This study is one of the first of its kind. It simulates the effects of different levels of artificial gravity on mice on the International Space Station (ISS).

Results

Although humans have been living and working on the International Space Station (ISS) for decades, deeper space exploration has been hampered by both technology and the capabilities of the human body.

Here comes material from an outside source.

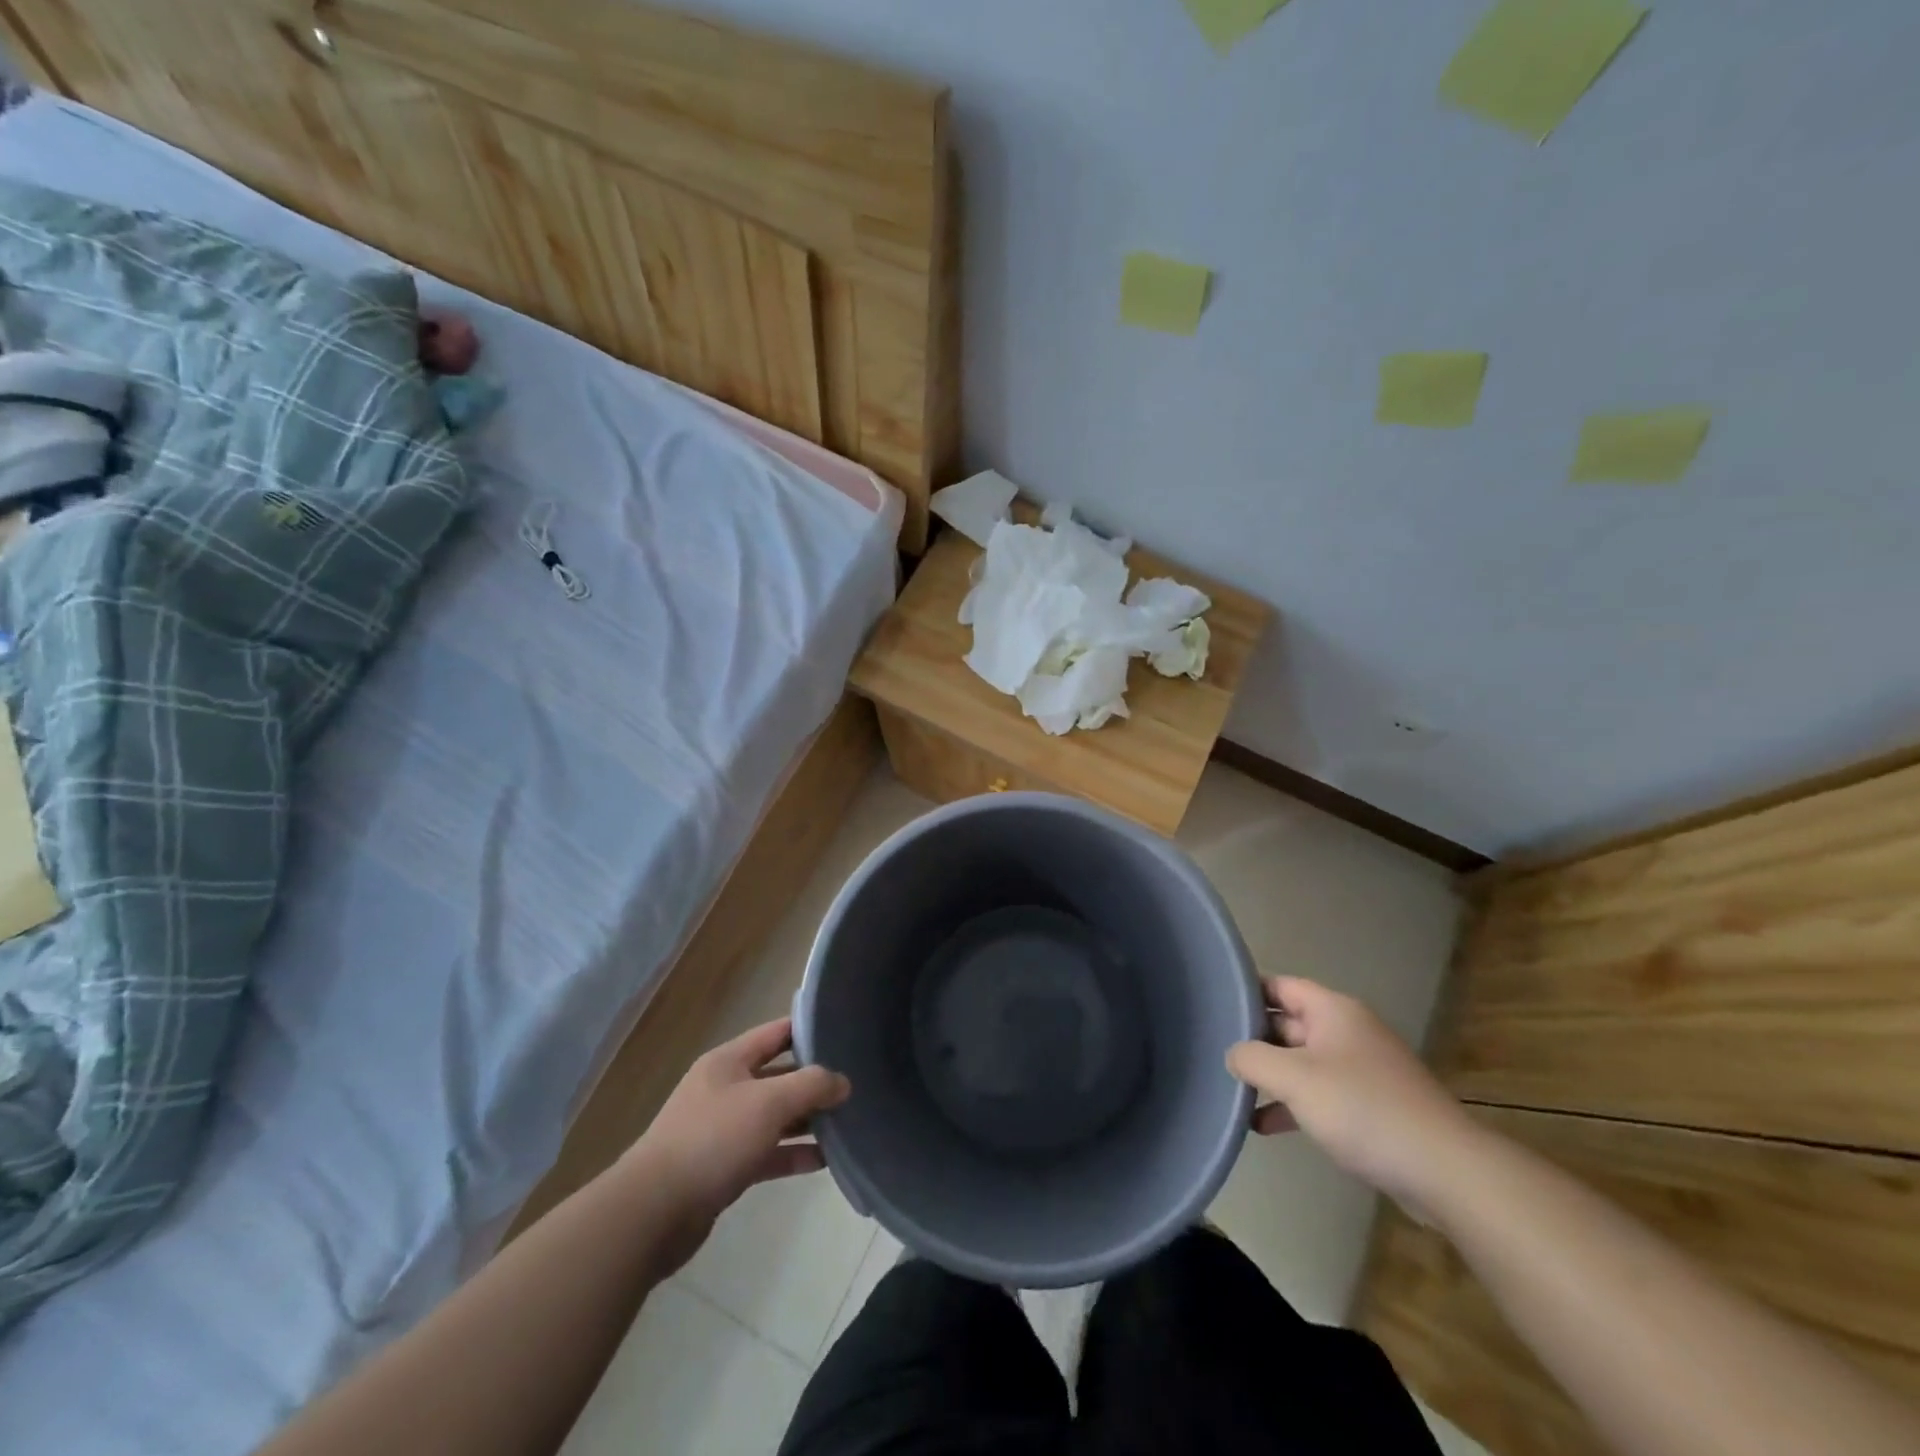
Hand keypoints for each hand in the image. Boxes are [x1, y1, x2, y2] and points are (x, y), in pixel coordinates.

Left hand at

So far, no spacecraft has been developed that can take humans to other planets.The only space object visited by world travelers is the Moon.

Space exploration, which started with the moon missions of the Apollo era, is gaining new dimensions in the 21st century. The National Aeronautics and Space Administration’s (NASA) Artemis program aims to be a stepping stone in the exploration of the solar system, and the first steps include finding the moon. In addition, SpaceX’s Starship program, which is being developed in Texas, aims to make regular flights to Mars.

To travel to Mars, future space travelers will have to deal with the harsh conditions of space. Humans evolved to live on Earth, and some of the limitations of deep space exploration include the harsh radiation present just outside the Earth and the long-term effects of weightlessness. Weightlessness affects human muscles, bone mass and other parts of the body.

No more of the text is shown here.